Simply put, underfloor heating
is a when a heating element in embedded within the floor structure itself. Given the element will heat what surrounds it, this will then result in the floor acting as one big 'radiator'. Given cold air in a room sinks to the floor, this means the coldest air in the room is heated, which then rises to heat the rest of the air - generally raising the temperature and hence comfort level within the room so heated.
The big win for most people with underfloor heating is that the means of heating the room is essentially 'invisible' - no vents in the walls or floor, no free standing gas or electric heater. The other win is that given the floor itself is being heated its warm to walk on - something if importance in a tiled bathroom.
How does underfloor heating work?
Basically during construction a heating element is built into the floor just below the main top surface of the floor (i.e. right below the tiles or wood flooring). This element can be one of two types:
- Electrical - basically electricity passed through the element is converted into heat.
- Water - in this hot water is passed through pipes in the floor.
The electrical type is usually the easiest and cheapest to install - as the cable either comes on a preformed roll set at the right distances (like a continuing S wave) or the cable just comes on a straight roll and is laid out by the installer at the right distances. The first form is usually for DIYers, the second for contracted installers.
The water based type is very much a professional installation - as often the pipes need to be set into a rigid 'patterned' layer made out of stiff insulation with the pipe pathways preformed into them.
So which is best?
Depends on what you want, the electrical based form is great for small installs as it just needs to be wired in.
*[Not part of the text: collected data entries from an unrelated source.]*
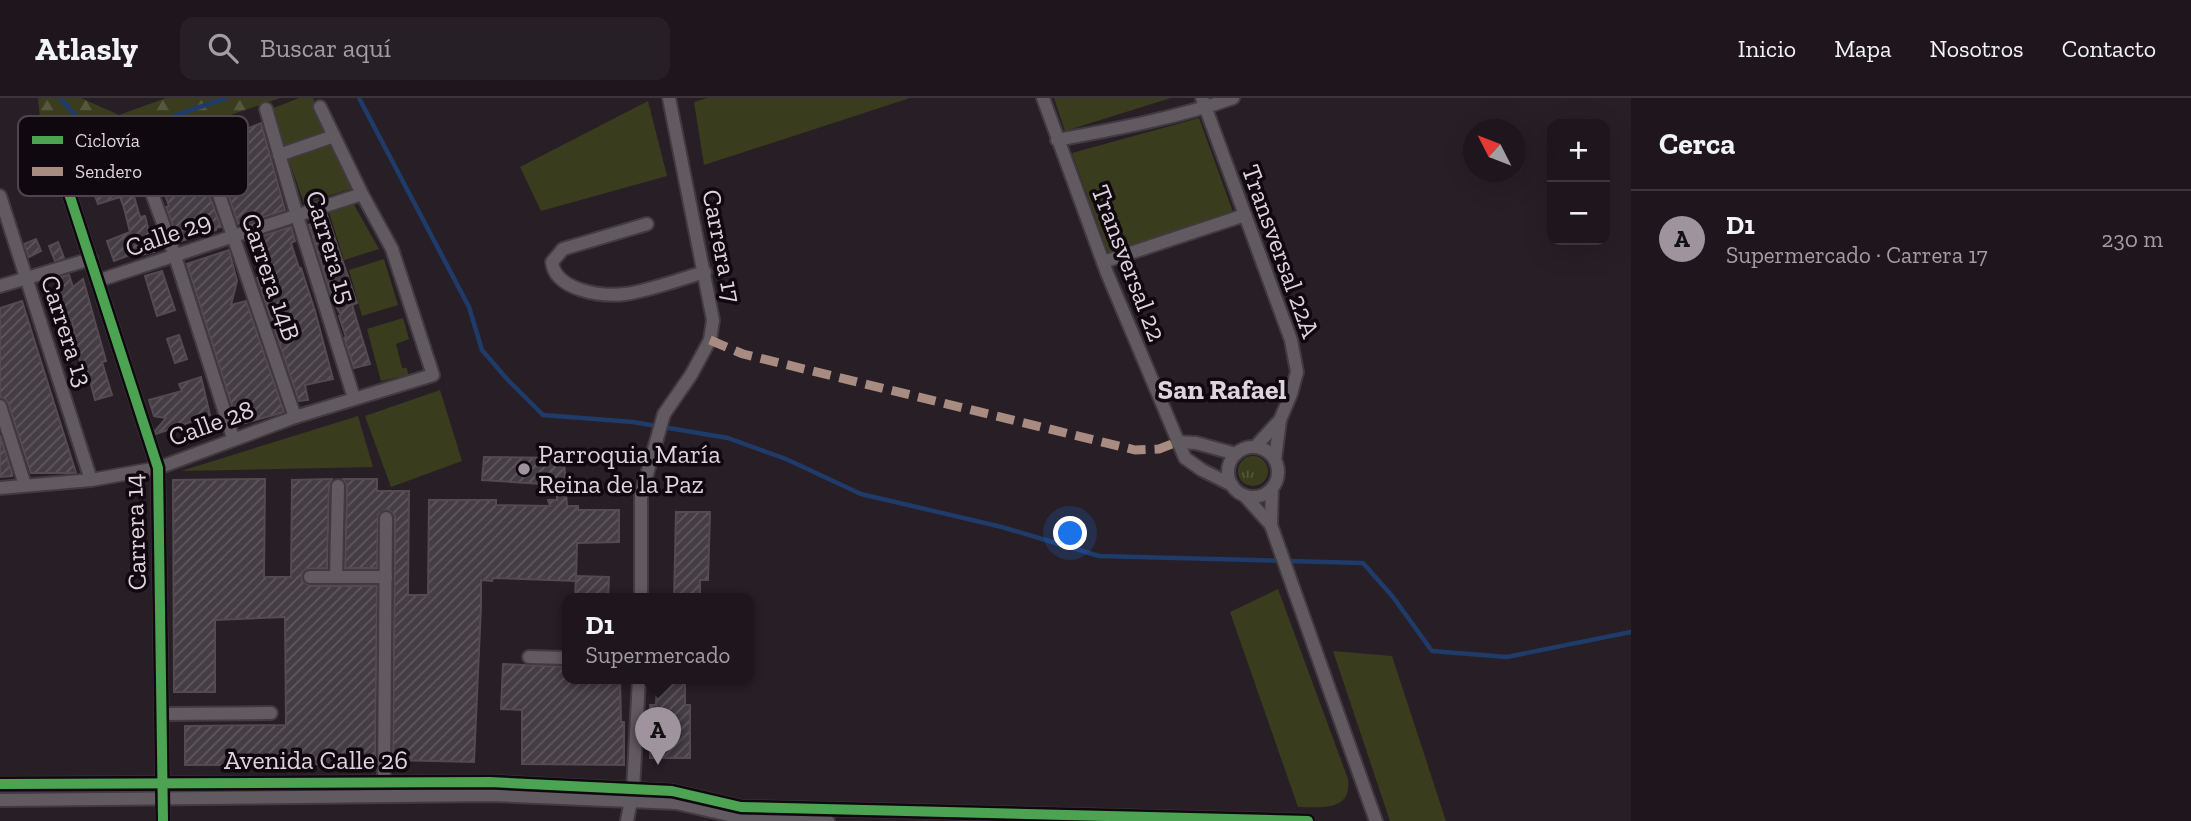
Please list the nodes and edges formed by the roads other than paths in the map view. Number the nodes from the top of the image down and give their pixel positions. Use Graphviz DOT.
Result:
graph roads {
  1 [pos="668,98"];
  2 [pos="1043,98"];
  3 [pos="1233,98"];
  4 [pos="1203,103"];
  5 [pos="320,107"];
  6 [pos="266,109"];
  7 [pos="334,136"];
  8 [pos="1057,140"];
  9 [pos="279,155"];
  10 [pos="362,194"];
  11 [pos="0,196"];
  12 [pos="70,196"];
  13 [pos="153,196"];
  14 [pos="220,196"];
  15 [pos="1245,215"];
  16 [pos="297,216"];
  17 [pos="647,224"];
  18 [pos="233,236"];
  19 [pos="174,256"];
  20 [pos="91,259"];
  21 [pos="1103,262"];
  22 [pos="705,272"];
  23 [pos="26,278"];
  24 [pos="97,281"];
  25 [pos="0,286"];
  26 [pos="354,398"];
  27 [pos="0,406"];
  28 [pos="295,417"];
  29 [pos="1280,420"];
  30 [pos="233,438"];
  31 [pos="1177,442"];
  32 [pos="1255,447"];
  33 [pos="1236,454"];
  34 [pos="1275,459"];
  35 [pos="158,468"];
  36 [pos="91,480"];
  37 [pos="24,485"];
  38 [pos="1232,485"];
  39 [pos="338,486"];
  40 [pos="0,488"];
  41 [pos="1272,488"];
  42 [pos="1244,495"];
  43 [pos="386,518"];
  44 [pos="1271,525"];
  45 [pos="310,577"];
  46 [pos="336,577"];
  47 [pos="386,577"];
  48 [pos="641,593"];
  49 [pos="529,657"];
  50 [pos="562,658"];
  51 [pos="639,684"];
  52 [pos="271,713"];
  53 [pos="162,714"];
  54 [pos="384,783"];
  55 [pos="0,784"];
  56 [pos="163,784"];
  57 [pos="631,795"];
  58 [pos="163,799"];
  59 [pos="0,800"];
  60 [pos="163,821"];
  61 [pos="627,821"];
  62 [pos="828,821"];
  63 [pos="1308,821"];
  64 [pos="1376,821"];
  1 -- 22 [label="street, Carrera 17"];
  2 -- 8 [label="street, Transversal 22"];
  3 -- 4 [label="street"];
  4 -- 8 [label="street"];
  4 -- 15 [label="street, Transversal 22A"];
  5 -- 7 [label="street"];
  6 -- 9 [label="street, Carrera 15"];
  7 -- 9 [label="street"];
  7 -- 10 [label="street"];
  8 -- 21 [label="street, Transversal 22"];
  9 -- 16 [label="street, Carrera 15"];
  10 -- 16 [label="street, Calle 29"];
  10 -- 26 [label="street, Calle 28"];
  11 -- 23 [label="street, Carrera 13"];
  12 -- 20 [label="street, Carrera 14"];
  13 -- 19 [label="street"];
  14 -- 18 [label="street, Carrera 14B"];
  15 -- 21 [label="street"];
  15 -- 29 [label="street, Transversal 22A"];
  16 -- 18 [label="street, Calle 29"];
  16 -- 26 [label="street, Carrera 15"];
  17 -- 22 [label="street"];
  18 -- 19 [label="street, Calle 29"];
  18 -- 28 [label="street, Carrera 14B"];
  19 -- 24 [label="street, Calle 29"];
  19 -- 30 [label="street"];
  20 -- 23 [label="street, Calle 29"];
  20 -- 24 [label="street, Carrera 14"];
  21 -- 31 [label="street, Transversal 22"];
  22 -- 48 [label="street, Carrera 17"];
  23 -- 25 [label="street, Calle 29"];
  23 -- 36 [label="street, Carrera 13"];
  24 -- 35 [label="street, Carrera 14"];
  26 -- 28 [label="street, Calle 28"];
  27 -- 37 [label="street"];
  28 -- 30 [label="street, Calle 28"];
  29 -- 32 [label="street"];
  29 -- 34 [label="street"];
  30 -- 35 [label="street, Calle 28"];
  31 -- 33 [label="street"];
  31 -- 38 [label="street, Transversal 22"];
  32 -- 33 [label="street"];
  32 -- 34 [label="street"];
  33 -- 38 [label="street"];
  34 -- 41 [label="street"];
  35 -- 36 [label="street, Calle 28"];
  35 -- 53 [label="street, Carrera 14"];
  36 -- 37 [label="street, Calle 28"];
  37 -- 40 [label="street, Calle 28"];
  38 -- 42 [label="street"];
  39 -- 46 [label="street"];
  41 -- 42 [label="street"];
  41 -- 44 [label="street"];
  42 -- 44 [label="street"];
  43 -- 47 [label="street"];
  44 -- 64 [label="street"];
  45 -- 46 [label="street"];
  46 -- 47 [label="street"];
  47 -- 54 [label="street"];
  49 -- 50 [label="street"];
  51 -- 57 [label="street"];
  52 -- 53 [label="street"];
  53 -- 56 [label="street, Carrera 14"];
  54 -- 56 [label="street, Avenida Calle 26"];
  54 -- 57 [label="street, Avenida Calle 26"];
  55 -- 56 [label="street, Avenida Calle 26"];
  56 -- 58 [label="street, Carrera 14"];
  57 -- 58 [label="street, Avenida Calle 26"];
  57 -- 61 [label="street"];
  57 -- 62 [label="street"];
  57 -- 63 [label="street"];
  58 -- 59 [label="street, Avenida Calle 26"];
  58 -- 60 [label="street, Carrera 14"];
}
The water based form often needs additional plumbing back to some form of on demand water heater. The electrical form is basically 'ready to go' by just switching on, although could take quite a time to get to temperature. The water based form has the advantage of the insulation behind it, so the heat should come up quicker; but due to it not interacting with the mass below it, it will also cool down quicker.
For ourselves, we went electric, as we were building on raised concrete slab. In this way we could run the underfloor heating at night on off peak electricity and use the slab as a form of 'storage heater' to then keep us warm the following day. This seems to work rather well, but you need to make sure you all the passive solar
and thermal elements of your property set up correctly first (see the other articles in this site on how to do this). Performance to date has been rather good and the cost much lower than normal on demand heating; people keep being surprised how low our electricity bills are.
A possible enhancement for us it to add some insulation under the slab to reduce downward thermal loss in places like bathrooms.
So is it Green?
I think a conservative yes; as compared to other methods of heating a property it can be rather efficient and finely controlled to provide heat exactly where needed. Although a badly configured system will be very wasteful.